Iupati, Staley need to get and stay on same page
Five things we learned about the 49ers during their over-the-top poor performance in Saturday’s 30-7 exhibition loss to the Houston Texans that dropped San Francisco to 1-2 in the preseason.
Left-side linemen need to get on same page
There have been times this summer when you’d like to believe the 49ers are in pretty good shape on the left side of their offensive line with tackle Joe Staley and guard Mike Iupati. Then there are times like Saturday night, when you wonder if these two can be effective together in pass protection, particularly with Iupati continuing to struggle in that area like he did at times as a rookie. When they weren’t getting run over by defenders Saturday – this was Staley’s plight more than Iupati’s – they were getting their signals crossed while allowing opponents to blow by them for clear shots at San Francisco’s quarterbacks. Since Staley and Iupati are considered the Niners’ best players at their positions, they need to start closing ranks and clear up their miscommunication problems pronto, even if coach Jim Harbaugh said on Sunday that he thought technique and fundamentals were more the issue than miscommunication between the two linemen. Just the same, Iupati can’t keep having “brain farts,” as he called his shortcomings Saturday, if the blind-side protectors are to get on the same page and stay there.
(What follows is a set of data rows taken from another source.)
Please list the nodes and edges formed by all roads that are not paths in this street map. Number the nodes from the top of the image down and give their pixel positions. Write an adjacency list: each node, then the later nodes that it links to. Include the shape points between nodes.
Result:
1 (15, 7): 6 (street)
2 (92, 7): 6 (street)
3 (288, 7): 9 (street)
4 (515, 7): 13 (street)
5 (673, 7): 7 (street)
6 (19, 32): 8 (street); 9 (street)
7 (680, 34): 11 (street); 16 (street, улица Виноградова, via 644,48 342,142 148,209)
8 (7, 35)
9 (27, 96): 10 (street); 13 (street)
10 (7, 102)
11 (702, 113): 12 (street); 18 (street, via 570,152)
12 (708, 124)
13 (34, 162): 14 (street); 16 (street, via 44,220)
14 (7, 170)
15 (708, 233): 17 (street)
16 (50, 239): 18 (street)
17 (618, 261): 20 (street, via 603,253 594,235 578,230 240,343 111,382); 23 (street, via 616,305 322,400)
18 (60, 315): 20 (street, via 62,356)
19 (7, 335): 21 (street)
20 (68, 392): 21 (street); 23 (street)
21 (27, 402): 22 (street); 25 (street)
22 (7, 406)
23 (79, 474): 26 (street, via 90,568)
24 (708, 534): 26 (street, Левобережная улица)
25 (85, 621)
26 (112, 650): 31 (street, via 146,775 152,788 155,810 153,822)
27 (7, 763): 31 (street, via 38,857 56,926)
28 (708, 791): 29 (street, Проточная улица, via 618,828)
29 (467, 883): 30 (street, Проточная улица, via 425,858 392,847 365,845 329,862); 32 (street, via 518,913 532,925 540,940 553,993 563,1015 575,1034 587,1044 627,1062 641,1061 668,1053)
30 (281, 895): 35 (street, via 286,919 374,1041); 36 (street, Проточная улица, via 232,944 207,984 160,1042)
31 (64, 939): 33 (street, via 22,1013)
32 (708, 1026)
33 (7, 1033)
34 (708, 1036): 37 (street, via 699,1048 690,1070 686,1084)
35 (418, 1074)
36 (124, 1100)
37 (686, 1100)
Harbaugh doesn’t care about preseason appearances
Harbaugh’s approach to mix and match starters with a particular set of reserves in the first half against Houston’s front-line players seemed only to set up the Niners for failure against a hungry and established Houston lineup that was eager to get down to business in its dress rehearsal for the regular season. But like he has throughout the preseason, Harbaugh has stuck with his plan of evaluating his team and its talent with a sometimes unconventional design that doesn’t seem much concerned with final appearances. That may ultimately help the 49ers when it all gets real in September, at the expense of exposing deficiencies, growing pains and snowballing results in the present. Harbaugh put it this way during his day-after conference call Sunday afternoon, “By position, I think we did accomplish some of the things we were trying to do as far as figuring out things we want to learn about our ball club. Some of them were good. Some of them we didn’t want to find out.”
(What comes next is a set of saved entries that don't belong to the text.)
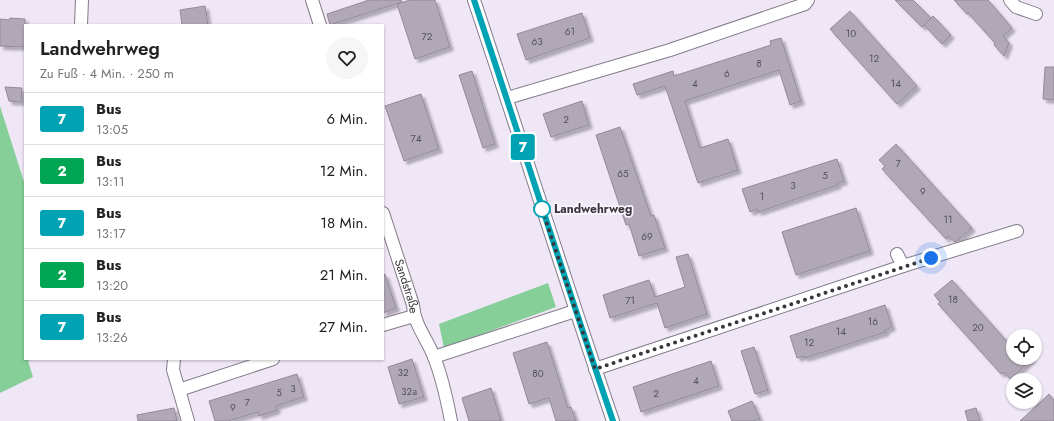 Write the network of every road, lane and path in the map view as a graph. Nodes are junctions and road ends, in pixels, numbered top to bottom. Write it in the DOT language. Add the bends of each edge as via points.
graph roads {
  1 [pos="82,0"];
  2 [pos="312,0"];
  3 [pos="474,0"];
  4 [pos="808,0"];
  5 [pos="1010,0"];
  6 [pos="1036,14"];
  7 [pos="81,24"];
  8 [pos="320,24"];
  9 [pos="507,98"];
  10 [pos="384,216"];
  11 [pos="1017,232"];
  12 [pos="897,254"];
  13 [pos="903,266"];
  14 [pos="575,311"];
  15 [pos="414,316"];
  16 [pos="384,325"];
  17 [pos="434,357"];
  18 [pos="174,360"];
  19 [pos="269,360"];
  20 [pos="595,369"];
  21 [pos="179,390"];
  22 [pos="188,421"];
  23 [pos="451,421"];
  24 [pos="613,421"];
  1 -- 7 [label="street"];
  2 -- 8 [label="street"];
  3 -- 9 [label="street"];
  4 -- 9 [label="street" via="806,4 670,50"];
  5 -- 6 [label="street" via="1016,7"];
  9 -- 14 [label="street"];
  10 -- 15 [label="street, Sandstraße" via="413,305"];
  11 -- 13 [label="street"];
  12 -- 13 [label="street"];
  13 -- 20 [label="street"];
  14 -- 17 [label="street"];
  14 -- 20 [label="street"];
  15 -- 16 [label="street"];
  15 -- 17 [label="street, Sandstraße"];
  17 -- 23 [label="street, Sandstraße" via="448,401"];
  18 -- 21 [label="street" via="173,370"];
  19 -- 21 [label="street"];
  20 -- 24 [label="street"];
  21 -- 22 [label="street"];
}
Niners need Gore in lineup as much as ever
This isn’t exactly a new revelation, but perhaps part of the problem for the 49ers offensively in the first half Saturday was the simple fact that Frank Gore was not on the field with them. That allowed Houston’s defense to come at Alex Smith and Co. with reckless abandon without having to take regard for San Francisco’s best offensive player. Even with the struggles the 49ers are having at quarterback and along the offensive line, they get a whole lot better with Gore on the field, and that’s a dimension they’ve been without most of the preseason except for a few early-game cameos when Gore churned away for his typical five yards per carry the past two weeks. At this point, the Niners should need no convincing that they need a happy Gore in the lineup, and that might persuade them to have a little more give when team officials meet with agent Drew Rosenhaus on Monday to discuss progress on a new contract for Gore before the season begins. Rookie Kendall Hunter has looked good during the preseason while making a serious run to be the team’s No. 2 backfield threat, but just think how big a void there would be if Gore wasn’t there to be the No. 1.
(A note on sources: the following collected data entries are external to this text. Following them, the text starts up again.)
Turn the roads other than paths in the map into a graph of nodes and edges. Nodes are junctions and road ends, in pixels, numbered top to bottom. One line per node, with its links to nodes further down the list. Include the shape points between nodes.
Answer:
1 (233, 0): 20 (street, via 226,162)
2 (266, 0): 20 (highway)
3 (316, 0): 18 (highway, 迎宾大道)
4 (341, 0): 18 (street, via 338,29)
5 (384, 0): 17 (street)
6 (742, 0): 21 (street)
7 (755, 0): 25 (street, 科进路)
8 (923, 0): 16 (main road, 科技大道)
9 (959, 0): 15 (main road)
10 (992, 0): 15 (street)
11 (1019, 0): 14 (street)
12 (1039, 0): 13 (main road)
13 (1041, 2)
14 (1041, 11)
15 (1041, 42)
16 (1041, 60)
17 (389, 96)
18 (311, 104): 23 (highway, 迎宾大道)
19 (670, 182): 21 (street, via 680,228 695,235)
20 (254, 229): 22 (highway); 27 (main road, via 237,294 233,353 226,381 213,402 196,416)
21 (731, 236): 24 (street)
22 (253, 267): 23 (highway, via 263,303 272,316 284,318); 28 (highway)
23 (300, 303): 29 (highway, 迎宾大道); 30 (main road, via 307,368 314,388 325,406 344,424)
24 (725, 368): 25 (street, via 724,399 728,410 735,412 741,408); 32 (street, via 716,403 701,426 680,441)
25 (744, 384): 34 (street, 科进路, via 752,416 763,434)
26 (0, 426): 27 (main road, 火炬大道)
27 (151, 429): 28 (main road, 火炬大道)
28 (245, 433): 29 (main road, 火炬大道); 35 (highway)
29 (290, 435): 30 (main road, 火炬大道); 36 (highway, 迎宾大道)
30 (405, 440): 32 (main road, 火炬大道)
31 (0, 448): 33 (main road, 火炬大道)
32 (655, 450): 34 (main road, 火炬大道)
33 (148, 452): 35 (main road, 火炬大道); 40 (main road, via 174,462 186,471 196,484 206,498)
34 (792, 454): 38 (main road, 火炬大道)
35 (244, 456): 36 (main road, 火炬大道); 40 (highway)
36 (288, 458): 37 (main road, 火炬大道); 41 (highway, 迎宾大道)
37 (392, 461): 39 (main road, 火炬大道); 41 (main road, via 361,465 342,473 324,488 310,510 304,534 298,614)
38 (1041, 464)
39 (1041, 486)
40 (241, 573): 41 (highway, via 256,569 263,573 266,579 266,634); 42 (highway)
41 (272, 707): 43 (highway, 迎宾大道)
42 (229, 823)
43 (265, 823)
Brooks ready for role as top playmaker
Outside linebacker Ahmad Brooks has been showing it all summer in both practice and preseason games that he is ready to take the next step to impact performer, but his instinctive reaction on Saturday’s first play from scrimmage is the best indication yet that’s where he’s headed. Brooks immediately recognized the play that was developing in front of him as Houston linemen allowed him to break through, and the way he slid smoothly into the passing lane instead of continuing upfield with his pass rush showed that Brooks is developing both the feel and discipline necessary for one of the most demanding individual positions in coordinator Vic Fangio’s 3-4 system. If pass coverage was the biggest question regarding Brooks’ capability to handle the position, the August verdict is that’s he’s ready for the all-around responsibilities of the role and all the playmaking possibilities that will come with it. “I’m impressed he’s found a way to make plays, and it’s good to see that show up,” Harbaugh said.
The WCO still very much a work in progress
It appeared the 49ers had turned a corner in Harbaugh’s West Coast offensive system when they gained 402 yards against the Raiders last week in a relatively crisp and error-free performance. But that corner has not been turned, and in fact the 49ers still are a ways down the block from it. The system requires precision and synchronicity and the only way that is going to come is with time. With their exhibition finale at San Diego now four days away, time is running out for it to sink in during the preseason, so the 49ers and their fans will have to continue to adjust their approach and outlook with patience in mind. “We were violated at times,” Harbaugh said, “and when that’s happening you have to look at all three phases of what you’re doing – schematically, how you’re doing it and who’s doing it. I think we know better now what our strengths and weaknesses are and where we need to make improvement. It’s (players) getting to know (coaches) and us getting to know them as it relates to all facets of where we are right now, and it’s a process. I think that about sums it up. There’s no question about it. There’s work to do and we have to get better and coach better.” Which is one thing we’ve known about the 49ers since the preseason began.